New rockets and computer products come every year and have been since 1969. Wholesale cultural shifts in business are more rare, more impactful, and more complex.

I would say that there is a social activist moral panic that we are in the midst of, some of which has been spurred by social media mobs and deliberate narrative reinforcement. Fowler is just one example of it, along with Pao.

Another example would be the horrible way Denise Young Smith was fired from Apple, and James Damore from Google.

This pick signals more of the wagons circling, fanning the flames by the Financial Times.

ah, a Damore stan; that explains it
"speaking honestly is only acceptable if it fits the narrative"
…and your shitty attitude, shared by too many, is a huge part of the problem; you contribute to already bad situation

do you really think that shining the light on the fucked-up situation in tech world is something people do for fun and profit?

Everytime sexual harassment by comes up from women, they are demonised in HN. And this is the reason these issues are coming up. What's wrong with Ellen Pao taking about it? You very skilfully changed it into her "personal brand". Past presidents make it their brand to give speeches and earn millions just for that.

Rape and sexual harassments are most under-reported crimes.
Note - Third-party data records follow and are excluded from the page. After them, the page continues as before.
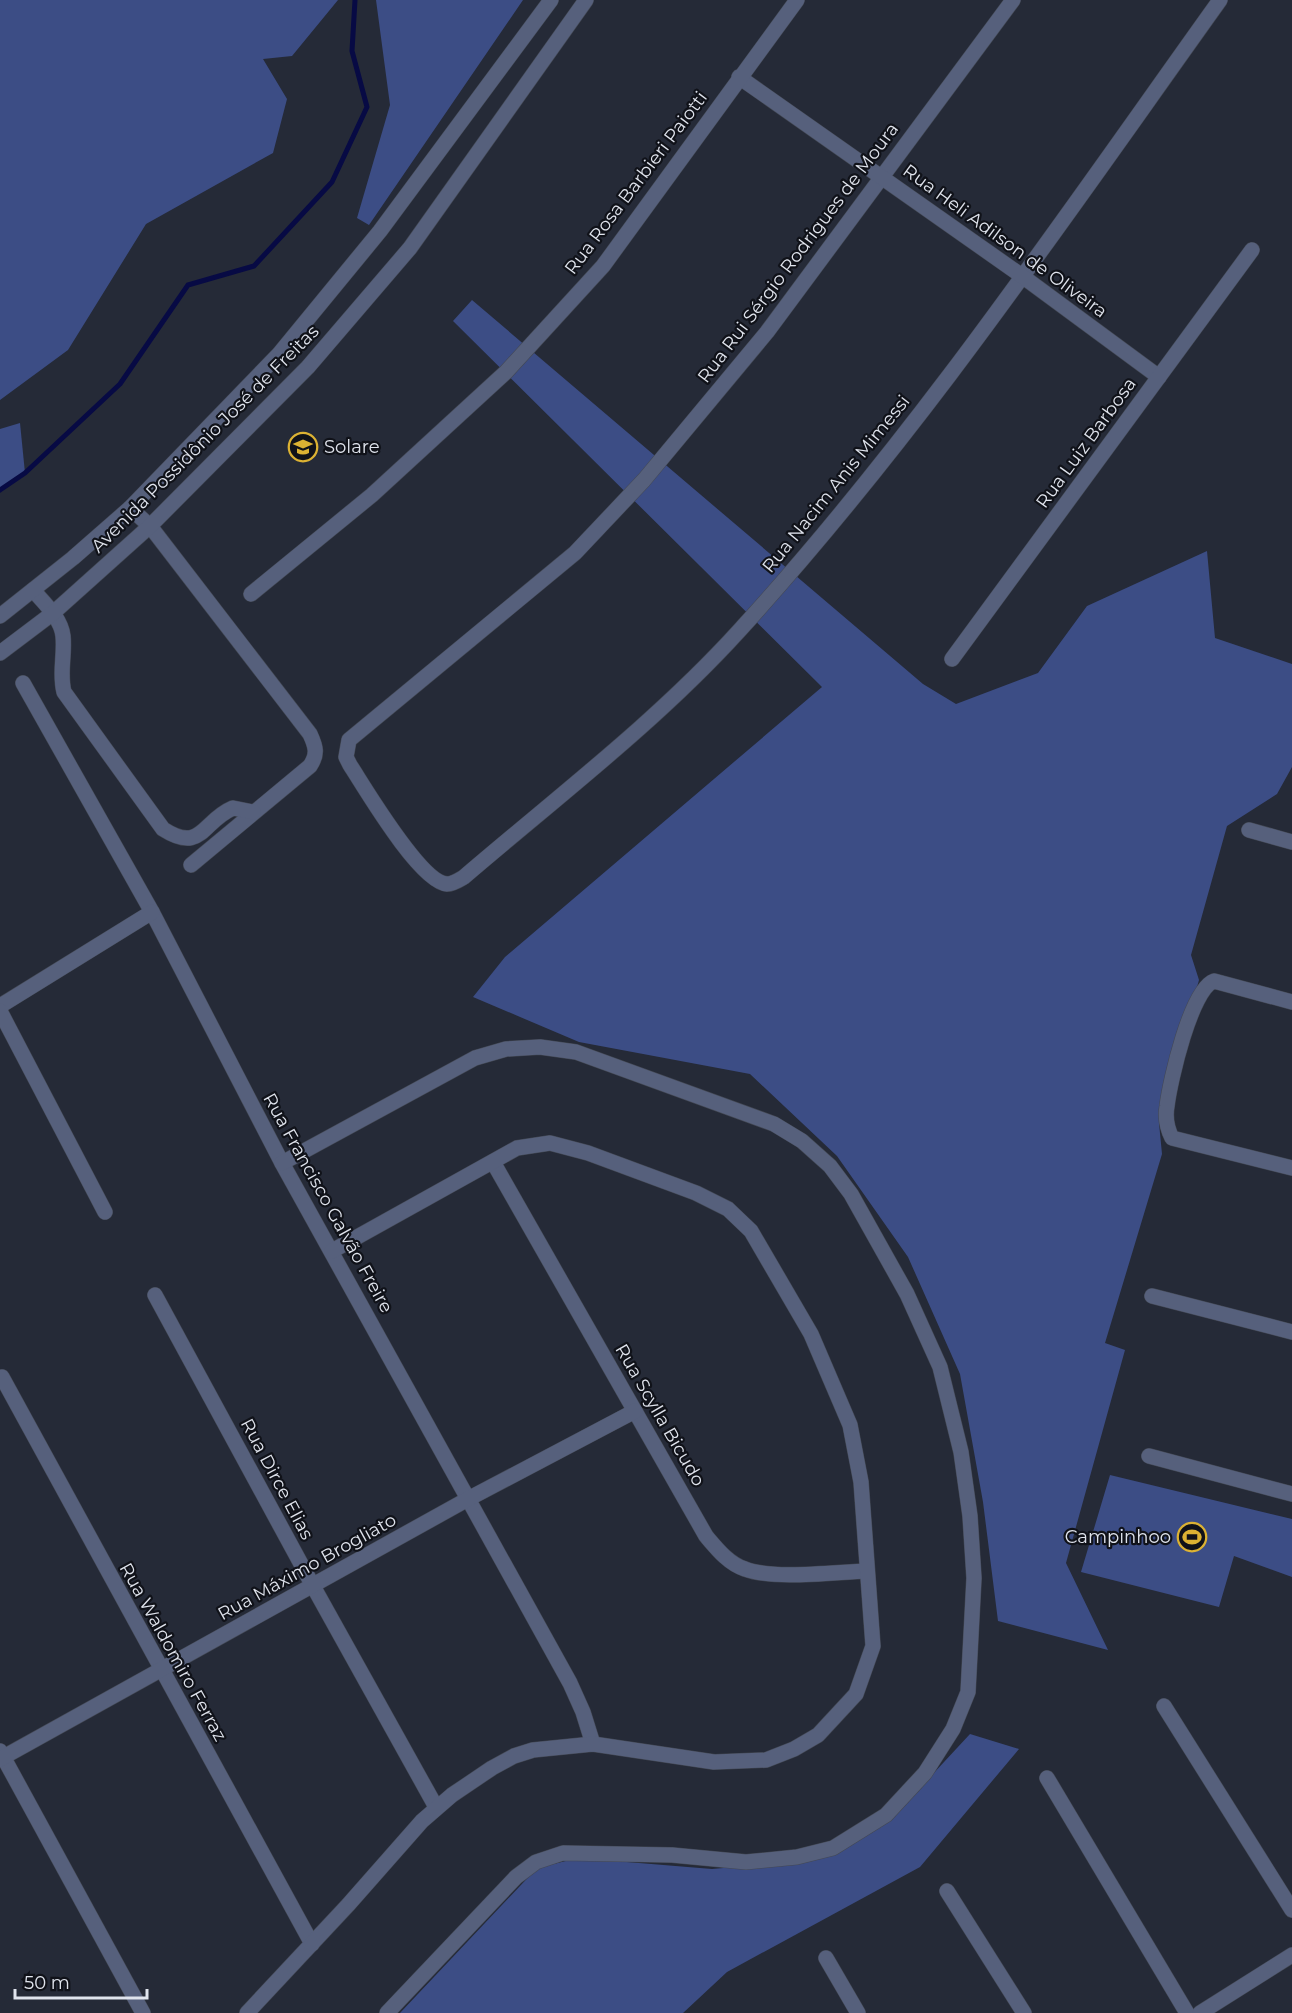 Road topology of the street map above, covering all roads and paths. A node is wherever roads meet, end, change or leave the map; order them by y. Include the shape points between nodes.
1 (551, 0) edge
2 (586, 0) edge
3 (797, 0) edge
4 (1013, 0) edge
5 (1220, 0) edge
6 (739, 77) junction
7 (881, 176) junction
8 (1252, 250) dead end
9 (1023, 276) junction
10 (1159, 377) junction
11 (130, 508) junction
12 (150, 526) junction
13 (33, 590) junction
14 (251, 594) dead end
15 (53, 613) junction
16 (0, 616) edge
17 (0, 653) edge
18 (952, 659) dead end
19 (23, 683) dead end
20 (253, 812) junction
21 (1249, 830) dead end
22 (1292, 842) edge
23 (191, 866) dead end
24 (429, 874) joint
25 (152, 912) junction
26 (1292, 1002) edge
27 (0, 1006) edge
28 (0, 1011) edge
29 (494, 1162) junction
30 (282, 1163) junction
31 (1292, 1168) edge
32 (105, 1212) dead end
33 (333, 1251) junction
34 (155, 1295) dead end
35 (1152, 1296) dead end
36 (1292, 1332) edge
37 (2, 1377) dead end
38 (635, 1411) junction
39 (1149, 1456) dead end
40 (1292, 1494) edge
41 (468, 1499) junction
42 (867, 1571) junction
43 (313, 1586) junction
44 (160, 1670) junction
45 (1164, 1706) dead end
46 (593, 1744) junction
47 (1, 1755) edge
48 (1047, 1778) dead end
49 (436, 1807) junction
50 (947, 1891) dead end
51 (1292, 1910) edge
52 (312, 1944) junction
53 (1292, 1955) edge
54 (826, 1958) dead end
55 (143, 2013) edge
56 (247, 2013) edge
57 (387, 2013) edge
58 (858, 2013) edge
59 (1024, 2013) edge
60 (1187, 2013) edge
61 (1200, 2013) edge

1 - 11 street, Avenida Possidônio José de Freitas via 380,231 279,354
2 - 12 street, Avenida Possidônio José de Freitas via 410,248 308,367
3 - 6 street, Rua Rosa Barbieri Paiotti
4 - 7 street, Rua Rui Sérgio Rodrigues de Moura
5 - 9 street, Rua Nacim Anis Mimessi
6 - 7 street, Rua Heli Adilson de Oliveira
6 - 14 street, Rua Rosa Barbieri Paiotti via 603,266 506,372 372,495
7 - 9 street, Rua Heli Adilson de Oliveira
7 - 24 street, Rua Rui Sérgio Rodrigues de Moura via 767,332 575,553 349,740 346,757 397,837
8 - 10 street, Rua Luiz Barbosa
9 - 10 street, Rua Heli Adilson de Oliveira
9 - 24 street, Rua Nacim Anis Mimessi via 878,471 738,632 683,688 464,877 448,884
10 - 18 street, Rua Luiz Barbosa
11 - 12 street
11 - 13 street, Avenida Possidônio José de Freitas
12 - 15 street, Avenida Possidônio José de Freitas
12 - 20 street via 310,734 316,749 310,766
13 - 15 street
13 - 16 street, Avenida Possidônio José de Freitas
15 - 17 street, Avenida Possidônio José de Freitas
15 - 20 street via 63,634 60,677 64,692 163,829 179,839 190,838 233,808
19 - 25 street, Rua Francisco Galvão Freire
20 - 23 street
21 - 22 street
25 - 27 street
25 - 30 street, Rua Francisco Galvão Freire
26 - 31 street via 1214,981 1207,984 1196,999 1166,1107 1167,1128 1172,1138
28 - 32 street
29 - 33 street
29 - 38 street, Rua Scylla Bicudo
29 - 42 street via 517,1148 550,1143 588,1153 696,1193 729,1209 751,1231 811,1334 850,1425 861,1482
30 - 33 street, Rua Francisco Galvão Freire
30 - 57 street via 475,1058 506,1048 576,1052 774,1124 830,1166 851,1194 907,1293 940,1367 961,1452 970,1516 974,1578 968,1692 953,1729 925,1773 886,1815 833,1848 797,1857 746,1862 672,1855 551,1856 516,1877
33 - 41 street, Rua Francisco Galvão Freire
34 - 43 street, Rua Dirce Elias
35 - 36 street
37 - 44 street, Rua Waldomiro Ferraz
38 - 41 street, Rua Máximo Brogliato
38 - 42 street, Rua Scylla Bicudo via 706,1536 723,1556 744,1569 762,1573
39 - 40 street
41 - 43 street, Rua Máximo Brogliato
41 - 46 street, Rua Francisco Galvão Freire via 570,1683
42 - 46 street via 873,1646 855,1694 818,1736 766,1760 714,1762
43 - 44 street, Rua Máximo Brogliato
43 - 49 street, Rua Dirce Elias
44 - 47 street, Rua Máximo Brogliato
44 - 52 street, Rua Waldomiro Ferraz
45 - 51 street
46 - 49 street via 554,1746 514,1756
47 - 55 street
48 - 60 street
49 - 52 street
50 - 59 street
52 - 56 street
53 - 61 street
54 - 58 street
Everyone who faced these issues should talk about it. And HN being mostly men's place, it's obvious they don't like it.

> Xi, Bezos,and Musk

Xi has been around for ages, as has Bezos. It's not really their year. Musk has done very little to impact anyone's life; maybe some of his stuff might in the future (though I would argue probably not), but at most it's unrealised potential. Save it until there's an impact. The change in culture around sexual assault and harassment in the US and more broadly the west in general is already having a large impact, and going forward its impact may be dramatic.
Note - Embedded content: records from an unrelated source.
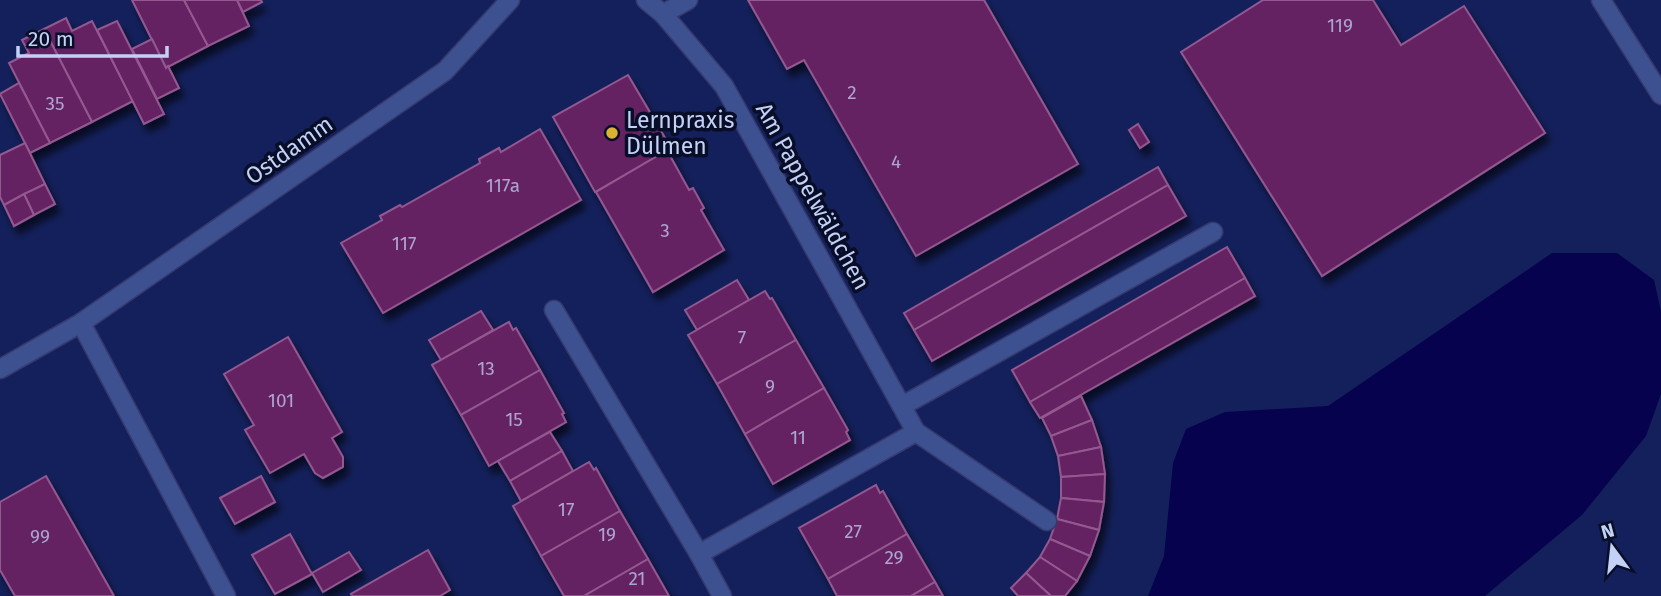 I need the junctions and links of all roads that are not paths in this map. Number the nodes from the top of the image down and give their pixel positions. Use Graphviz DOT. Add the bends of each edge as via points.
graph roads {
  1 [pos="510,0"];
  2 [pos="646,0"];
  3 [pos="688,0"];
  4 [pos="1601,0"];
  5 [pos="663,14"];
  6 [pos="1661,95"];
  7 [pos="1213,232"];
  8 [pos="554,310"];
  9 [pos="81,323"];
  10 [pos="0,369"];
  11 [pos="902,405"];
  12 [pos="916,432"];
  13 [pos="1047,521"];
  14 [pos="699,554"];
  15 [pos="226,596"];
  16 [pos="722,596"];
  1 -- 9 [label="street, Ostdamm" via="445,71"];
  2 -- 5 [label="street, Am Pappelwäldchen"];
  3 -- 5 [label="street"];
  4 -- 6 [label="street"];
  5 -- 11 [label="street, Am Pappelwäldchen" via="724,86"];
  7 -- 11 [label="street"];
  8 -- 14 [label="street"];
  9 -- 10 [label="street, Ostdamm"];
  9 -- 15 [label="street"];
  11 -- 12 [label="street, Am Pappelwäldchen"];
  12 -- 13 [label="street, Am Pappelwäldchen"];
  12 -- 14 [label="street"];
  14 -- 16 [label="street"];
}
You could certainly argue to what extent Fowler was involved in that, but if you take the position that she was key, and there's certainly an argument to do so, then it makes sense.

Much of the FT's output is about the business of business, and they've covered Uber and the fallout from Fowler's revelations extensively. It's not a stretch.

(A very cynical person might mention the FT's recent trouble with gender pay gap, but I'd say Fowler's impact remains clear.)

Leading a shift in the workplace dynamics for 50% of the population could arguably have a much bigger impact than decreasing the cost of rocket launches
unfortunately HN has been using downvotes as disagreement for past couple of years.

Downvotes should be reserved for offtopic comments not disagreement.